Are you a peanut lover and concerned that eating peanuts every day is a bad idea? Do you love peanut butter but read that it is considered a carcinogen? Common Health Myths sets the records straight.
First thing is first. Peanuts, like all nuts, are good for you, at least in moderation. They are healthy not only for plant-preferred diets, but also for their array of vitamins, minerals and antioxidents. According to the Linus Pauling Institute, eating nuts regularly can result in significant reductions in the risk of heart disease.

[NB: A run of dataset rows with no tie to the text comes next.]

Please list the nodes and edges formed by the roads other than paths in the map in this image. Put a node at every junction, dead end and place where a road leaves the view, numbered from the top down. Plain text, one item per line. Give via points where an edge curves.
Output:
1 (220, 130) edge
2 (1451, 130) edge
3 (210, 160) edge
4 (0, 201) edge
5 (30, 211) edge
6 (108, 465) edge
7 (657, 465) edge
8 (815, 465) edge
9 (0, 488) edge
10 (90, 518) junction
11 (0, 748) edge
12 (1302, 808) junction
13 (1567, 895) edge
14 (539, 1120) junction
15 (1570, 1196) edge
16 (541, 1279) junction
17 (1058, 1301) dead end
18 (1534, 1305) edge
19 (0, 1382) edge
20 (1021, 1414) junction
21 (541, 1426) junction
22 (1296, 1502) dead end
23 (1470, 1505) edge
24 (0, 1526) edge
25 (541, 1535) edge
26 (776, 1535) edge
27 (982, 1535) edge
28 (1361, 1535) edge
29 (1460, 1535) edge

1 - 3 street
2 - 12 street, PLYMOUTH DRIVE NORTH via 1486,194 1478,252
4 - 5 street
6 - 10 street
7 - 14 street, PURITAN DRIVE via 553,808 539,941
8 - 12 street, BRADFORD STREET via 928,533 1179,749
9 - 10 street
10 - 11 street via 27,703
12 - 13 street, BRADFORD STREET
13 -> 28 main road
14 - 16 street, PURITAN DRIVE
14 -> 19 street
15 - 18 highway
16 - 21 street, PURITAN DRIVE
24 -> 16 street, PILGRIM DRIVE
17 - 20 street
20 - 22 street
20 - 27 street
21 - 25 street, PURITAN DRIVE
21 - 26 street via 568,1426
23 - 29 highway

The U.S. National Library of Medicine says nut consumption has been associated with decreased risk of colorectal, endometrial, lung, and pancreatic cancers but they can cause weight gain. Eating a lot of peanuts can cause a calorie spike since a 1-ounce serving contains 170 calories.
As for peanuts turned into peanut butter, there has been concern about whether or not the churned produced is a carcinogen. According to Dr. Andrew Craig of the American Peanut Council, the short answer is not likely.
Aflatoxin, which is the concern, is a naturally occurring byproduct of mold that affects many crops, not just peanuts. Aflatoxin can also affect corn, cottonseed, coffee, rice and spices among others.
But Dr. Craig says that with the rigorous food safety measures in place, the likeliness of a consumer being exposed to aflatoxin in American peanut products is very low. The National Cancer Institute says you can reduce your aflatoxin exposure by buying only major commercial brands of nuts and nut butters and by discarding nuts that look moldy, discolored, or shriveled.
They also say that “to date, no outbreak of human illness caused by aflatoxins has been reported in the United States, but such outbreaks have occurred in some developing countries.”